He was sitting in the sunny bay-window of the breakfast-room at
Llwynelen, a large country house about a mile out of Llaniago.

"I am," answered Gwenda Vaughan, who sat at work near him. "Such a lovely day! I was longing for a walk."

"And I too," said Mrs. Trevor, their hostess. "I have some shopping to do, and will come with you."

"Do. Will you be ready in half an hour, ladies? I am going to call upon my nephew; I can go to his rooms while you are doing your shopping."

"Yes," said Mrs. Trevor, "and bring him back to lunch with us. I shall be glad to make his acquaintance. I hear he is a very promising young man."

"Thank you. I am sure he will be delighted to come. I think you will like him; but I forgot that you, Miss Vaughan, have already seen him."

"Oh, yes!" said Gwenda. "He once saved my life; so of course I am very grateful."

"Saved your life, child; how," asked Mrs. Trevor.

And Gwenda related the story of the runaway bull, and the manner in which Will had gone to her rescue.

"Dear me," said Dr. Owen, "he never mentioned it to me! Well! I'll go and look him up today."

Noontide found Will seated at lunch at Llwynelen, Mr. Trevor plying him with questions concerning his studies and college life; Dr. Owen not a little pleased with his nephew's self-possessed, though unobtrusive, manner. He was pleased, too, to see that he made a favourable impression upon the genial host and hostess.

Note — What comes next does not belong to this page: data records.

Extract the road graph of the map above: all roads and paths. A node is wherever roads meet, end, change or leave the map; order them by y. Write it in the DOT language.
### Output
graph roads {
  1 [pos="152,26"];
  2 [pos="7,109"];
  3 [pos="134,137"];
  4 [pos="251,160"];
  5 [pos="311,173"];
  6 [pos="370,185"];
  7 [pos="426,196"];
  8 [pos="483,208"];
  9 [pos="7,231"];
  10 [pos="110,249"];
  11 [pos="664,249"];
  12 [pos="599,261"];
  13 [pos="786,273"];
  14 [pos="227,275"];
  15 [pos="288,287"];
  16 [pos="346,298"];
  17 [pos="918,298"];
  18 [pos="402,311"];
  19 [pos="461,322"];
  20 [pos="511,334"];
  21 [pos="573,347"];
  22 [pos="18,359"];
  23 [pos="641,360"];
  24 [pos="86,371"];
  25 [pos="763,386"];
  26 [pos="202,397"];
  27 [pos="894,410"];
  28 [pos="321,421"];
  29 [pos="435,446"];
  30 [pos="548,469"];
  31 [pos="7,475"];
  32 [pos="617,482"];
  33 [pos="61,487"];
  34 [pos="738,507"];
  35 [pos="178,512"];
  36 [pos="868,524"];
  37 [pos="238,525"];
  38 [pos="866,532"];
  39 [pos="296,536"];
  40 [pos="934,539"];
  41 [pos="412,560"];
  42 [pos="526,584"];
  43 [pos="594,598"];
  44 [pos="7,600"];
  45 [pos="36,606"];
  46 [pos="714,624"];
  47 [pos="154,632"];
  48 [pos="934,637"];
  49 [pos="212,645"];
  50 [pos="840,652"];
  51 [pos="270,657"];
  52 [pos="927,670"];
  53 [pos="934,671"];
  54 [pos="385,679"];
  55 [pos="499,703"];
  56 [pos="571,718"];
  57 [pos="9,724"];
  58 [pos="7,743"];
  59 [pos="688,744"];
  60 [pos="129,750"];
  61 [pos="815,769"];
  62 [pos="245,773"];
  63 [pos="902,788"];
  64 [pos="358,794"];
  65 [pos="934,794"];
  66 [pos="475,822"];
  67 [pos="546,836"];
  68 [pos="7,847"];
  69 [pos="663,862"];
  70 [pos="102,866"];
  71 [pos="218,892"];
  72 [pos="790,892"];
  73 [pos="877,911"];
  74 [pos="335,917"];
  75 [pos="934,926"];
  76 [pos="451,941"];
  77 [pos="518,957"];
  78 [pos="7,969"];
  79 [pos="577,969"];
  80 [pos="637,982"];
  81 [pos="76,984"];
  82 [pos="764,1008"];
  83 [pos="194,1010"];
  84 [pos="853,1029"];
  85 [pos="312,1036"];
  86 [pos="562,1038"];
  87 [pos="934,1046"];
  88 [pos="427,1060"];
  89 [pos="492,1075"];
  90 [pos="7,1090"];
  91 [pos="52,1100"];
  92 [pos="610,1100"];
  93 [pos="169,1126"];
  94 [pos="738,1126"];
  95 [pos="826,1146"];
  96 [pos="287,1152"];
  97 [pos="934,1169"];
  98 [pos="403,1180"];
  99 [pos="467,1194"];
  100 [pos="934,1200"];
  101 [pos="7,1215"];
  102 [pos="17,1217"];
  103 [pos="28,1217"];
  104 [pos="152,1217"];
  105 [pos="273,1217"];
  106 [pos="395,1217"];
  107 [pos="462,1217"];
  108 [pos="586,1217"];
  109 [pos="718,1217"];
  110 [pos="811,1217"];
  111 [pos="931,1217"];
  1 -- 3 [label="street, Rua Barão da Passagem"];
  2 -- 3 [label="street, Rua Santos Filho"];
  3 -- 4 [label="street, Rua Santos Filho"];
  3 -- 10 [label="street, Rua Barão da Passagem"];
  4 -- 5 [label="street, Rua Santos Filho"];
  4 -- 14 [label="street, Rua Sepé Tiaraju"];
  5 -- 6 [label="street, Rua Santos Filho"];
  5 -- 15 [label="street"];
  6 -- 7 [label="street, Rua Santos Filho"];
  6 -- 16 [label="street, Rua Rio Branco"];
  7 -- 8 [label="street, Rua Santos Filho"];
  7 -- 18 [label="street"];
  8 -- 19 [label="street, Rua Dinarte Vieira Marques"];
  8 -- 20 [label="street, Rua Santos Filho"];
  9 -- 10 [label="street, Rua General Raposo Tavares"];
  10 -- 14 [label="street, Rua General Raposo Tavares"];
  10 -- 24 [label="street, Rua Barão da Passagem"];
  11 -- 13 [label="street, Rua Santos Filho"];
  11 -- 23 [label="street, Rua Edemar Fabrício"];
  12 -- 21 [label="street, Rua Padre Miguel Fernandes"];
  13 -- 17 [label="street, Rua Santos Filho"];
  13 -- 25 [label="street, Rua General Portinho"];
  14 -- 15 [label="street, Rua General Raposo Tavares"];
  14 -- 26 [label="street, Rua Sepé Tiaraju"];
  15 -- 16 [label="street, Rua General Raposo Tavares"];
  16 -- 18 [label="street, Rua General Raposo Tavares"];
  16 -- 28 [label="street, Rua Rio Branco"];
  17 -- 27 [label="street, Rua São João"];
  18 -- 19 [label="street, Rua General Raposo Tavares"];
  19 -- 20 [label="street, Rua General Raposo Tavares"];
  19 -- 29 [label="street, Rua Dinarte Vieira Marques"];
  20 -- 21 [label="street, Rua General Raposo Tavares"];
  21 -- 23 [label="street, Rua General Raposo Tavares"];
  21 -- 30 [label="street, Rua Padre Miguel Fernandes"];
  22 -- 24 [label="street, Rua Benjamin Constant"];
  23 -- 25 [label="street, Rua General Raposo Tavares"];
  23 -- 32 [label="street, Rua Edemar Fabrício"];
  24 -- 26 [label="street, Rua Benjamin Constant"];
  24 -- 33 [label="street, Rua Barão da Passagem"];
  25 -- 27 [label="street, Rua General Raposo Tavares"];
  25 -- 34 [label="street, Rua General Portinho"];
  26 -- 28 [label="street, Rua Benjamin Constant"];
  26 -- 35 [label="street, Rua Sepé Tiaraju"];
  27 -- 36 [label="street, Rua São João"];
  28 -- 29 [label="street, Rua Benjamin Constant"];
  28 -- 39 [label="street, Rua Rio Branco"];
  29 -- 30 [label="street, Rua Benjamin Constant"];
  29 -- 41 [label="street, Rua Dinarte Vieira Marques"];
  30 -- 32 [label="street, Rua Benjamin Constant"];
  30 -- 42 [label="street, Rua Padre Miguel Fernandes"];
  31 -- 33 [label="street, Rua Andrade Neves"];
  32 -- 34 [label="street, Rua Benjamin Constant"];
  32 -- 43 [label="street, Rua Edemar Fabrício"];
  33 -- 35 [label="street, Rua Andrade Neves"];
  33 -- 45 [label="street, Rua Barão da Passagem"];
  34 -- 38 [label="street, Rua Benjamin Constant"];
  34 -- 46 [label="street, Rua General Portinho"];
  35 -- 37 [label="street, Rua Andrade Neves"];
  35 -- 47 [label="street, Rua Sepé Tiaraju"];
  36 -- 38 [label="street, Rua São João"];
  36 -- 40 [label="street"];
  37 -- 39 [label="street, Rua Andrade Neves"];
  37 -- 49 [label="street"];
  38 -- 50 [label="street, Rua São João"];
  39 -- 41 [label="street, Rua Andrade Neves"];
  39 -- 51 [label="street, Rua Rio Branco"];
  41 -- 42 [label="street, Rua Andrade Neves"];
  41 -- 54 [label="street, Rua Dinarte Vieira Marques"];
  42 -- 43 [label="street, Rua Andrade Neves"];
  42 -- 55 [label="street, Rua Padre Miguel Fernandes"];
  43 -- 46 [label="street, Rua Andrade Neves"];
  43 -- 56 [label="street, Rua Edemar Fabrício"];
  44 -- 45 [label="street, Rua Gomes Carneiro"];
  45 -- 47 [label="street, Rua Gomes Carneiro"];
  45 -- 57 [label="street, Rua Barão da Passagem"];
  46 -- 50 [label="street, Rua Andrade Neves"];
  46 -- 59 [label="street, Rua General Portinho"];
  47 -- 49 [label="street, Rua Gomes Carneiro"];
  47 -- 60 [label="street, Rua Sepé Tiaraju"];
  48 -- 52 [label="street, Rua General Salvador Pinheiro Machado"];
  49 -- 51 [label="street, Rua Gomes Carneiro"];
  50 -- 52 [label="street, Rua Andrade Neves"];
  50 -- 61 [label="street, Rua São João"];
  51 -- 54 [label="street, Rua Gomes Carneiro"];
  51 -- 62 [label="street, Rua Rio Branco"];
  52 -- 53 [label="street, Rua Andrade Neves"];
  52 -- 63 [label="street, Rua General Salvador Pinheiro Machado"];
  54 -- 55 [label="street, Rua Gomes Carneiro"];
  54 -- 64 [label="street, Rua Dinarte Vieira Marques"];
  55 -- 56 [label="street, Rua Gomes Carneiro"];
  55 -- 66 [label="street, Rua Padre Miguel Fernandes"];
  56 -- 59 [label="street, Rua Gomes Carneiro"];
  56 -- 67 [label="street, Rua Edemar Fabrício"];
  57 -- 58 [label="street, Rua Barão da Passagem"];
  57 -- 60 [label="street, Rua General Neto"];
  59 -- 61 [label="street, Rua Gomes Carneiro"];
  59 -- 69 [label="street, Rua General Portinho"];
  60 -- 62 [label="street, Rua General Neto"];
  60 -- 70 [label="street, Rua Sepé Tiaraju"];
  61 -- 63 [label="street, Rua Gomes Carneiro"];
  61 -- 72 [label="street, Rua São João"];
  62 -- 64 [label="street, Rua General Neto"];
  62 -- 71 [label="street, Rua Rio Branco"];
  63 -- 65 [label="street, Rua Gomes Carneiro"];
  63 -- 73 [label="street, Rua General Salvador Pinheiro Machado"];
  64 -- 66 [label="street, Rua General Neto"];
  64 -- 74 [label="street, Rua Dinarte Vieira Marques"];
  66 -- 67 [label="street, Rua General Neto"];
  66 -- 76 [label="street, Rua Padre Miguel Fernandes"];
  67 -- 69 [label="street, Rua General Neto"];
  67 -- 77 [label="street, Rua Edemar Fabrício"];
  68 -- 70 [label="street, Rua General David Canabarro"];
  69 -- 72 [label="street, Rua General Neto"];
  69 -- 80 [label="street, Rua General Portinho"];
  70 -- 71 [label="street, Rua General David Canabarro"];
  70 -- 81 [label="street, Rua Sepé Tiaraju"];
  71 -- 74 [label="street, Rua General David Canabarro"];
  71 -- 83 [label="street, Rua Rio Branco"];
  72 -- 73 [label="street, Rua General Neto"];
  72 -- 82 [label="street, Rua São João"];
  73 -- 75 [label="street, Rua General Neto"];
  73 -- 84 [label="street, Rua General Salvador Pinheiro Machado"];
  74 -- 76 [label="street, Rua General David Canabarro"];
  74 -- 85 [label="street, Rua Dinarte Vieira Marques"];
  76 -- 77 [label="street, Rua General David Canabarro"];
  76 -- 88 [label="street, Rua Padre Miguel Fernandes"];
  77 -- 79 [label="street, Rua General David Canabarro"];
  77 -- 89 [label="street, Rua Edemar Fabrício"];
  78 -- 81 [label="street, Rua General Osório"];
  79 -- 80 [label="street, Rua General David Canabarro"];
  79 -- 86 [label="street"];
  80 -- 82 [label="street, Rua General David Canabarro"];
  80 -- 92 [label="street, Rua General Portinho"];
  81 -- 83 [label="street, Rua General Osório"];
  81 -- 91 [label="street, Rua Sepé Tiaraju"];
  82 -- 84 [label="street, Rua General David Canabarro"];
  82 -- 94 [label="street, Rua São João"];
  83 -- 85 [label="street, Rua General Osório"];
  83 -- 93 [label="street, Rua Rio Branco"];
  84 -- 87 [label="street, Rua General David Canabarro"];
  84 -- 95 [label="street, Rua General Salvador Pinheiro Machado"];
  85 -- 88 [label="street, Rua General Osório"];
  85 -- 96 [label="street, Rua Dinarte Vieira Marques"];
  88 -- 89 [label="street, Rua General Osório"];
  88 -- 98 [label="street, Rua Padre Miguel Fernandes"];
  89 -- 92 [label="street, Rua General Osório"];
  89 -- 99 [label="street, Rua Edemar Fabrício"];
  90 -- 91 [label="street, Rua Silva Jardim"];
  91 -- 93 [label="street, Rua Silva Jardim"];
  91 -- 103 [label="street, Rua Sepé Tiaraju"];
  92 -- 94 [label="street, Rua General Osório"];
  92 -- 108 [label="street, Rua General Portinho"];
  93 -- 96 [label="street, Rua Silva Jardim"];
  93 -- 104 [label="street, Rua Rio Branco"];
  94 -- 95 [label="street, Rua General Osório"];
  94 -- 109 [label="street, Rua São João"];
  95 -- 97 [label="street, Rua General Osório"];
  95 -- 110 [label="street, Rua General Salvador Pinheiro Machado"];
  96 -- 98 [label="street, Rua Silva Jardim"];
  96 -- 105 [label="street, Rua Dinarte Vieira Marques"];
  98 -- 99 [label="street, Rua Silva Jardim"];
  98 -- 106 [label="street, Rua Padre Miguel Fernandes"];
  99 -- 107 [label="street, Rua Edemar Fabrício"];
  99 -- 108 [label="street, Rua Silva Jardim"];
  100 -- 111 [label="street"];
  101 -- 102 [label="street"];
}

Gwenda was as delightfully agreeable as she knew how to be, and that is saying a good deal. Her naÏve remarks and honest straightforward manner had made her a favourite with Dr. Owen, and it gratified him to see an easy acquaintance springing up between her and his nephew.

"It is Will's twenty-fourth birthday to-day, he tells me," he said.

"How odd!" said Gwenda; "it is my twenty-second."

"That is strange," said Mrs Trevor; "and you never let me know! But you need not tell everyone your age."

"Why not?"

"Oh! well, young ladies don't usually tell their ages; but you are not quite like other girls."

Gwenda laughed; and Will thought how charming were the dimple in her chin, the perfect teeth, the sparkling black eyes! Yes, she was very pretty, no doubt!

"Is that remark meant to be disparaging or complimentary?" asked the girl.

"Oh! a little of both," said Mrs. Trevor; "girls are odd nowadays."

"Yes; I think the days are gone by when they were all run into the same mould," remarked Dr. Owen.

"And I'm afraid the mould got cracked before I was run into it," replied Gwenda.

"Well, you are not very misshapen," said the Dr. warmly, "and if you do run into little irregularities, they are all in the right direction."

"Let us hope so," said the girl.

Will said nothing; but Gwenda, catching the look of ardent admiration, blushed vividly, and looked down at her plate.

"In the meantime," she remarked, "no one has wished me or Mr. Owen many happy returns of the day."

"Bless me, no!" said Mr. Trevor; "but I do so now, my dear, with all my heart."

"And I—and I," echoed the others.

"Let us drink the health of the two young people," said the host.

"Thank you very much for your kind wishes," said Will.

"Yes, thank you very much," echoed Gwenda. Will was in danger of losing his head as well as his heart. To have his name (from which, by the by, he had dropped the plebeian "s") bracketed with Miss Gwenda Vaughan's was a state of things which, though occasioned only by a simple coincidence, elated him beyond measure. He had indeed, he thought, stepped out of the old order of things and made his way into a higher grade of life by an easy bound. He was careful, however, to hide his gratified pride entirely from those around him.

After lunch, Mrs. Trevor proposed a stroll through the conservatories, and while the elders stopped to admire a fern or a rare exotic, Will and Gwenda roamed on under the palms and greenery to where a sparkling fountain rose, and flung its feathery spray into the air.

"Will you sit down?" said Will, pointing to a seat which stood invitingly near. "You must be tired after your long walk."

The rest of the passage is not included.